Anyway, turns out the video for "Cartoon Heroes" cost $3.5 million to make—three and a half million dollars??—meaning it is the eighth most expensive video of all time. I think I speak for everyone when I say: what the fuck.
To put things into perspective, that is more expensive than "November Rain" by Guns N' Roses ($1.5 million), which features a complete wedding, funeral and live orchestral performance—not to mention a five-tier cake designed specifically for someone to dive through in slow motion. It is more expensive than Michael Jackson's "Bad" ($2.2 million) which, at 18 minutes and five seconds long, is essentially a very costly and impeccably choreographed B-movie. It cost over half as much as Madonna's "Die Another Day," and that only had the funding it did because it was the theme song for an actual James Bond film. All are definitive and memorable moments in pop culture that have stood the test of time. Aqua, on the other hand, jizzed one of the biggest budgets ever awarded in music video history away on a short film in which four Fifth Element-cum- Battlestar Galactica-inspired Martians vanquish a giant cyclops squid only for asshole children of the era to turn around 17 years later and say: "Excuse me? I do not recall."

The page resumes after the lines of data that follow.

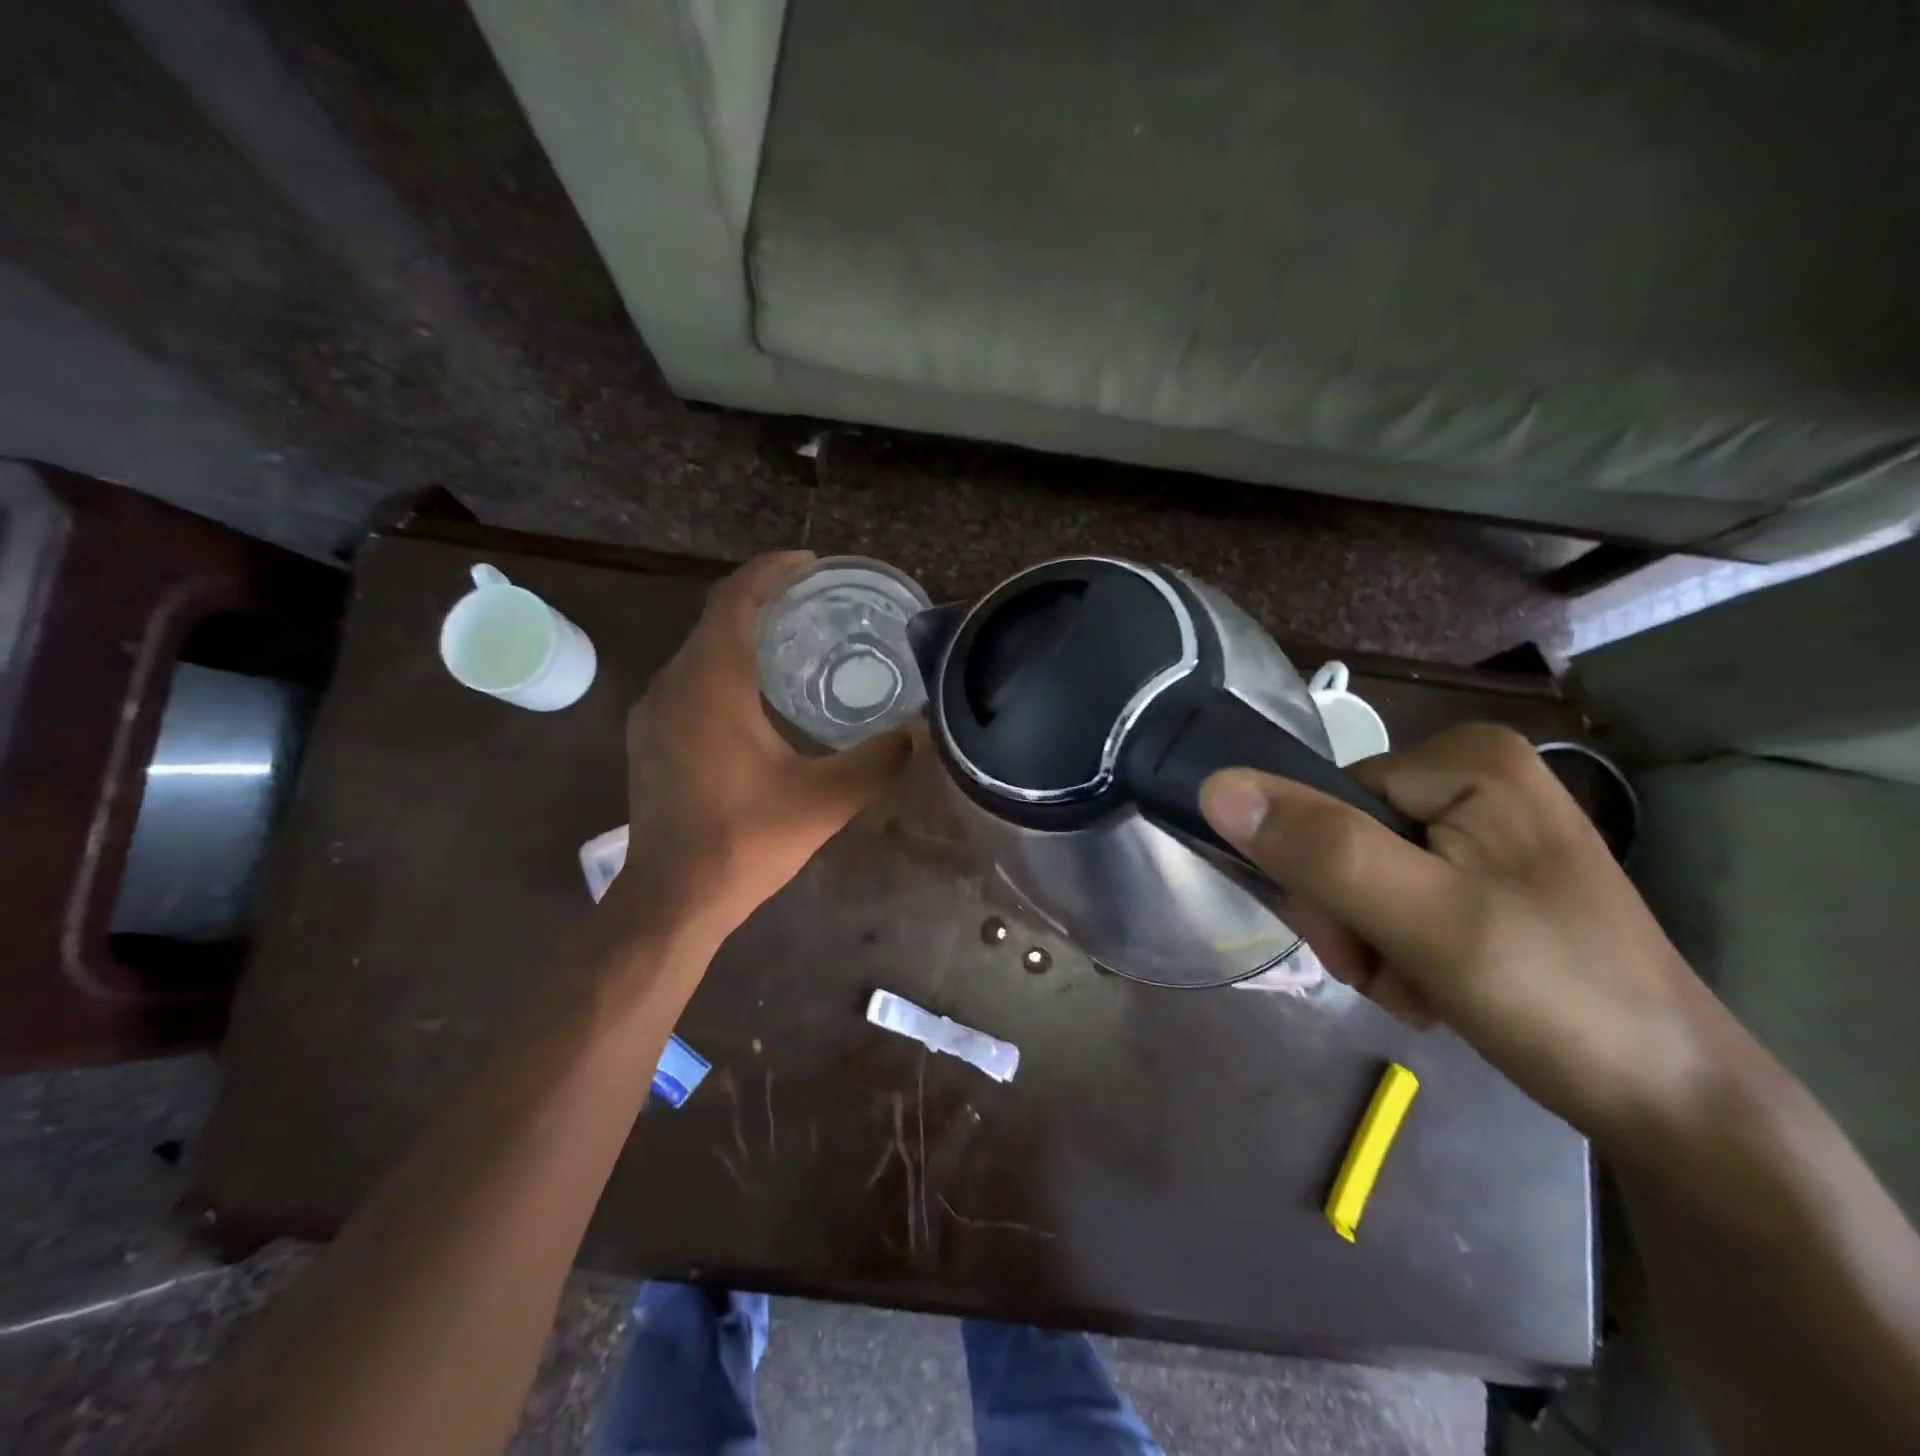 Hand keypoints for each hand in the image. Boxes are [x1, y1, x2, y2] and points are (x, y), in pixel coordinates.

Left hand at [614, 551, 911, 946]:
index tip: (813, 564)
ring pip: (700, 650)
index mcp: (712, 683)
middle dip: (764, 599)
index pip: (736, 599)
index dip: (773, 571)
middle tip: (818, 603)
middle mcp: (673, 684)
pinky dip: (724, 667)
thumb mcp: (824, 801)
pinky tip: (757, 696)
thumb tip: (921, 731)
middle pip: (717, 618)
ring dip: (743, 635)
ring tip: (795, 642)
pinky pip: (688, 679)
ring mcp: (653, 711)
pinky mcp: (649, 737)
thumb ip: (877, 760)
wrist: (672, 899)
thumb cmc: (745, 842)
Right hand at [1200, 724, 1723, 1147]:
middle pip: (1340, 837)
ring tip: (1423, 989)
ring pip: (1359, 873)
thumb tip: (1214, 786)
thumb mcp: (1425, 921)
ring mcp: (1481, 825)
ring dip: (1370, 942)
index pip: (1325, 803)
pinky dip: (1398, 949)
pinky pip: (1395, 894)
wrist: (1677, 1107)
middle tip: (1396, 974)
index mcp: (1465, 759)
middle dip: (1351, 919)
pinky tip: (1438, 988)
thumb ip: (1320, 851)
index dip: (1322, 879)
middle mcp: (1472, 776)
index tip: (1360, 946)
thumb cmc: (1558, 999)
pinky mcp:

Look, "Cartoon Heroes" does not have less value than "November Rain" just because it is intentionally silly. But… Three and a half million? Three? And a half?? MILLION? DOLLARS???? Harmony Korine could have done three Gummo's for that. That is only $500k more than Lost In Translation. That is precisely the same budget as The Full Monty. I love Aqua as much as the next 90s bitch but this is some next level commitment to eurodance.
I feel compelled to ask: what, how, and—indeed—why?
I tried to get in touch with actual Aqua or at least someone Aqua-adjacent to find out the story behind this video whose budget could have paid for several Pacific islands. Why this particular concept? Who believed in it so deeply that they sunk Iconic Once-In-A-Lifetime Artist amounts of dosh into the cause? How can we justify the fact that it is by far one of the most expensive videos ever made and it made less of a lasting impression than Pepe the alt-right frog?
After hitting dead end after dead end, I unfortunately cannot provide you with any concrete answers. Aqua were too busy playing six shows in Scandinavia to speak to me, said their booking agent via email. Where the idea came from and whomst signed off on it will remain among modern life's great mysteries. What I can provide you with, though, are a few under-informed guesses about why it cost so fucking much.
PERSON TO DESIGN GIGANTIC MONSTER™ ($23,000)
FAKE CRYOGENIC PODS ($70,000)
THE FEW SECONDS OF FLOATING THAT TAKE PLACE JUST BECAUSE ($7,000)
SET DESIGN ($350,000)
SPACE PORN ($100)
SPACE BUFFET ($300)
THESE GUYS ($50)
VERY INTENSE UNDERWATER CGI SEQUENCE OF GIGANTIC MONSTER™ BEING OBLITERATED BY LASERS ($3,149,530)
HAIR AND MAKEUP ($20)
Someone help me budget this my industry is dying.